= London Jewish Forum =

Jewish organisation in London

Established in 2006, The London Jewish Forum (LJF) is dedicated to the promotion of Jewish life in London. The Forum provides a platform for engagement between London Jewry and the Greater London Authority, Mayor of London, London Boroughs and MPs. It is a joint project of the Jewish Leadership Council and the Board of Deputies of British Jews.

==Aims and organisation==
LJF works to promote the full and active engagement of the Jewish community with civic life in London. It opposes antisemitism, racism and all forms of discrimination in London. The LJF works with all parts of the Jewish community regardless of religious; cultural or political affiliations or beliefs.

The London Jewish Forum has nine key platforms: Housing, Antisemitism and Community Cohesion, Health & Social Care, Culture & Heritage, Education & Young People, Transport, Social Action, Holocaust Commemoration, and Israel. Its co-Chairs are Amanda Bowman and Michael Ziff and it appointed Daniel Kosky as its Director in July 2020. It was established to engage with London Government after the rift between the Jewish Community and Mayor Ken Livingstone over comments he made to a Jewish reporter. Livingstone apologised at the launch of the London Jewish Forum in December 2006. The London Jewish Forum is apolitical and hosted separate mayoral breakfasts for community leaders with each of the main candidates in the 2008 London Mayoral Election including the eventual winner, Boris Johnson. Boris Johnson commended the London Jewish Forum for its work on housing in the capital.

In 2019, LJF's mandate was extended by the Board of Deputies and Jewish Leadership Council to cover political engagement in Hertfordshire to support the growing Jewish community in the area. It operates as the Hertfordshire Jewish Forum when operating in that county.
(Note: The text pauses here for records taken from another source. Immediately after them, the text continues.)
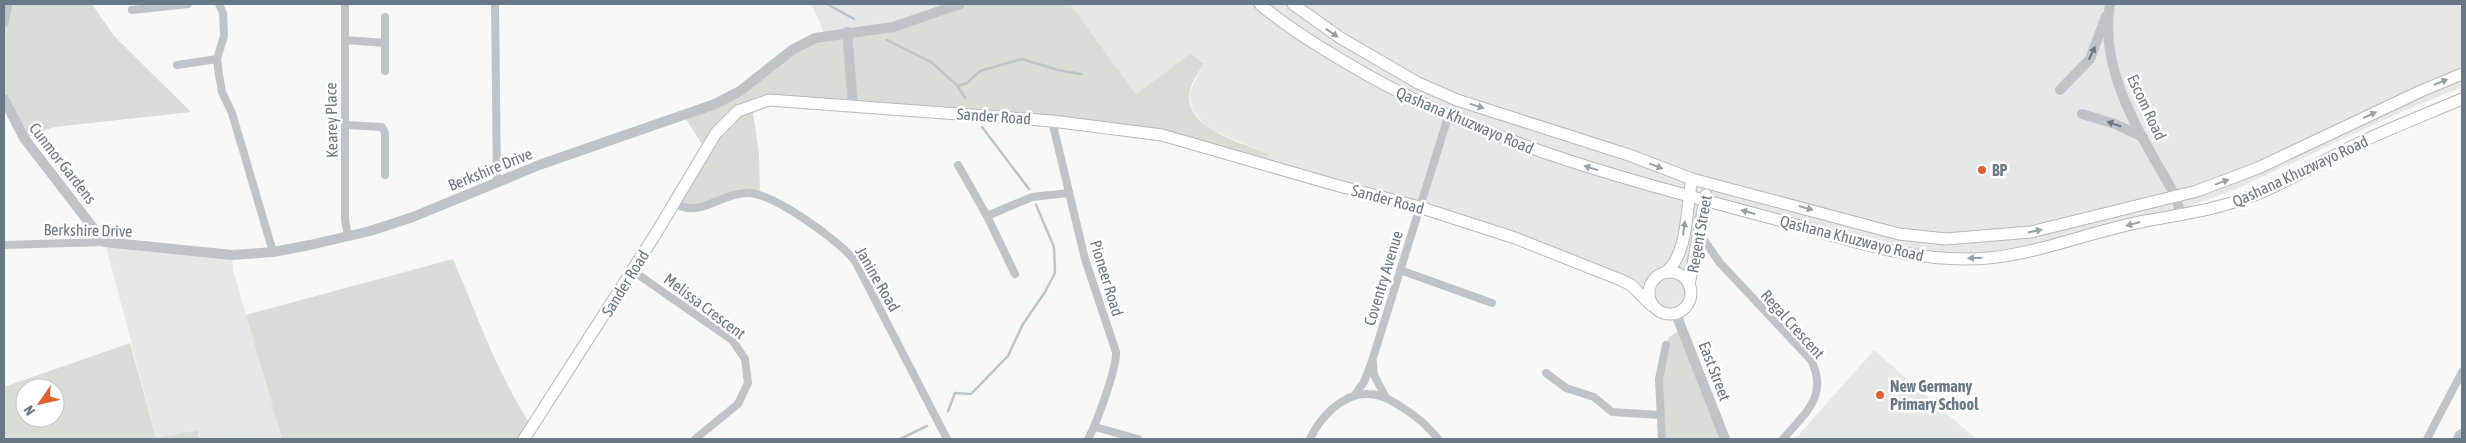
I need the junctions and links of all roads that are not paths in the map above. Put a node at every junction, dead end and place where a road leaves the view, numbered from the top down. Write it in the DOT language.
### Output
graph roads {
  1 [pos="7,4"];
  2 [pos="188,4"];
  3 [pos="219,4"];
  4 [pos="345,4"];
  5 [pos="495,4"];
  6 [pos="960,4"];
  7 [pos="1260,4"];
  8 [pos="1293,4"];
  9 [pos="2110,4"];
  10 [pos="132,10"];
  11 [pos="385,17"];
  12 [pos="4,22"];
  13 [pos="847,32"];
  14 [pos="345,40"];
  15 [pos="385,43"];
  16 [pos="217,60"];
  17 [pos="178,65"];
  18 [pos="385,71"];
  19 [pos="2462,74"];
  20 [pos="2060,90"];
  21 [pos="4,99"];
  22 [pos="2462,99"];
  23 [pos="852,105"];
  24 [pos="2082,114"];
  25 [pos="1448,117"];
  26 [pos="1052,120"];
  27 [pos="346,125"];
  28 [pos="2144,138"];
  29 [pos="958,166"];
  30 [pos="385,175"];
  31 [pos="1692,179"];
  32 [pos="497,182"];
  33 [pos="1708,184"];
  34 [pos="1069,193"];
  35 [pos="1688,195"];
  36 [pos="2176,197"];
  37 [pos="1705,200"];
  38 [pos="674,203"];
  39 [pos="1419,207"];
  40 [pos="987,216"];
  41 [pos="2181,216"];
  42 [pos="1699,233"];
  43 [pos="348,236"];
  44 [pos="104,242"];
  45 [pos="4,246"];
  46 [pos="273,252"];
  47 [pos="1400,270"];
  48 [pos="632,271"];
  49 [pos="1666,272"];
  50 [pos="1015,274"];
  51 [pos="1654,278"];
  52 [pos="1621,280"];
  53 [pos="1689,285"];
  54 [pos="1492,303"];
  55 [pos="1652,304"];
  56 [pos="1676,314"];
  57 [pos="1666,345"];
  58 [pos="1372,361"];
  59 [pos="2462,372"];
  60 [pos="1546,373"];
  61 [pos="1354,396"];
  62 [pos="1386,398"];
  63 [pos="1660,415"];
  64 [pos="1095,427"];
  65 [pos="527,438"];
  66 [pos="695,439"];
  67 [pos="947,439"];
  68 [pos="1088,439"];
  69 [pos="1138,439"];
  70 [pos="1310,439"];
  71 [pos="1438,439"];
  72 [pos="1662,439"];
  73 [pos="1725,439"];
  74 [pos="1783,439"];
  75 [pos="2426,439"];
  1 -- 12 [label="street"];
  2 -- 10 [label="street"];
  3 -- 16 [label="street"];
  4 -- 14 [label="street, Kearey Place"];
  5 -- 32 [label="street"];
  6 -- 13 [label="street, Berkshire Drive"];
  7 -- 25 [label="main road, Qashana Khuzwayo Road"];
  8 -- 31 [label="main road, Qashana Khuzwayo Road, one-way"];
  20 -- 9 [label="street, one-way"];
  9 -- 28 [label="street, Escom Road"];
  11 -- 15 [label="street"];
  13 -- 23 [label="street"];
  13 -- 32 [label="street, Berkshire Drive"];
  14 -- 15 [label="street"];
  14 -- 27 [label="street, Kearey Place"];
  15 -- 18 [label="street"];
  16 -- 17 [label="street"];
  16 -- 46 [label="street"];
  36 -- 19 [label="main road, Qashana Khuzwayo Road, one-way"];
  21 -- 44 [label="street, Cunmor Gardens"];
  22 -- 41 [label="main road, Qashana Khuzwayo Road"];
  23 -- 26 [label="main road, Sander Road"];
  23 -- 38 [label="main road, Sander Road"];
  28 -- 24 [label="street, one-way"];
  35 -- 25 [label="main road, Qashana Khuzwayo Road, one-way"];
  25 -- 39 [label="street, Coventry Avenue"];
  26 -- 34 [label="street, Pioneer Road"];
  26 -- 39 [label="main road, Sander Road"];
  27 -- 30 [label="street"];
  27 -- 43 [label="street, Kearey Place"];
  28 -- 36 [label="street, Escom Road"];
  29 -- 40 [label="street"];
  31 -- 33 [label="main road, Qashana Khuzwayo Road"];
  31 -- 35 [label="main road, Regent Street"];
  32 -- 43 [label="street, Berkshire Drive"];
  33 -- 36 [label="main road, Qashana Khuzwayo Road, one-way"];
  33 -- 37 [label="main road, Regent Street"];
  34 -- 40 [label="street"];
  34 -- 64 [label="street, Pioneer Road"];
  35 -- 37 [label="main road, Qashana Khuzwayo Road"];
  49 -- 35 [label="main road, Regent Street, one-way"];
  36 -- 41 [label="street, Escom Road"];
  41 -- 37 [label="main road, Qashana Khuzwayo Road, one-way"];
  37 -- 42 [label="main road, Regent Street"];
  38 -- 48 [label="main road, Sander Road"];
  38 -- 67 [label="street, Janine Road"];
  39 -- 47 [label="street, Coventry Avenue"];
  39 -- 52 [label="main road, Sander Road"];
  40 -- 50 [label="street"];
  42 -- 53 [label="main road, Regent Street"];
  42 -- 74 [label="street, Regal Crescent"];
  43 -- 46 [label="street, Berkshire Drive"];
  44 -- 45 [label="street, Berkshire Drive"];
  44 -- 46 [label="street, Berkshire Drive"];
  47 -- 54 [label="street"];
  47 -- 58 [label="street, Coventry Avenue"];
  48 -- 65 [label="main road, Sander Road"];
  48 -- 66 [label="street, Melissa Crescent"];
  49 -- 51 [label="main road"];
  49 -- 53 [label="main road"];
  51 -- 52 [label="main road, Sander Road"];
  51 -- 55 [label="main road"];
  52 -- 55 [label="main road, Sander Road"];
  53 -- 56 [label="main road"];
  55 -- 56 [label="main road"];
  56 -- 73 [label="street, East Street"];
  57 -- 63 [label="street"];
  58 -- 61 [label="street, Coventry Avenue"];
  58 -- 62 [label="street"];
  59 -- 75 [label="street"];
  60 -- 63 [label="street"];
  61 -- 62 [label="street"];
  61 -- 70 [label="street"];
  62 -- 71 [label="street"];
  63 -- 72 [label="street"];
  64 -- 68 [label="street, Pioneer Road"];
  64 -- 69 [label="street"];
}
The London Jewish Forum hosted Mayoral Hustings for the Jewish community in both the 2016 London Mayoral Election and 2021 London Mayoral Election. It has also regularly produced a Jewish Manifesto for London, the 2021 version having been endorsed by Sadiq Khan, Shaun Bailey and Luisa Porritt.

In 2021, the London Jewish Forum was named as a founding signatory for the Anchor Institutions Charter alongside institutions such as the Metropolitan Police, NHS London, the Greater London Authority and the Church of England. The Charter was signed by major London based organisations with a commitment to help the city recover from COVID-19.

==Housing issues==
The London Jewish Forum has been working with City Hall and the London Development Authority in City Hall to ensure future housing provision for London's strictly orthodox community. Mayor Boris Johnson publicly recognised the work London Jewish Forum in trying to resolve "the increasing desperate housing situation for the Charedi community in London".

==London 2012==
The London Jewish Forum is working with other major Jewish organisations to develop community engagement with the Olympic Games Jewish schools and their communities in meeting Jewish Olympians; the development of welfare, culture and religious services for Jewish athletes in the Olympic Village; a London 2012 Jewish website for visitors to the Games; the long-term legacy for the Jewish community within the five Olympic Boroughs and utilising sports to bring groups together and celebrate the cultural diversity of the city.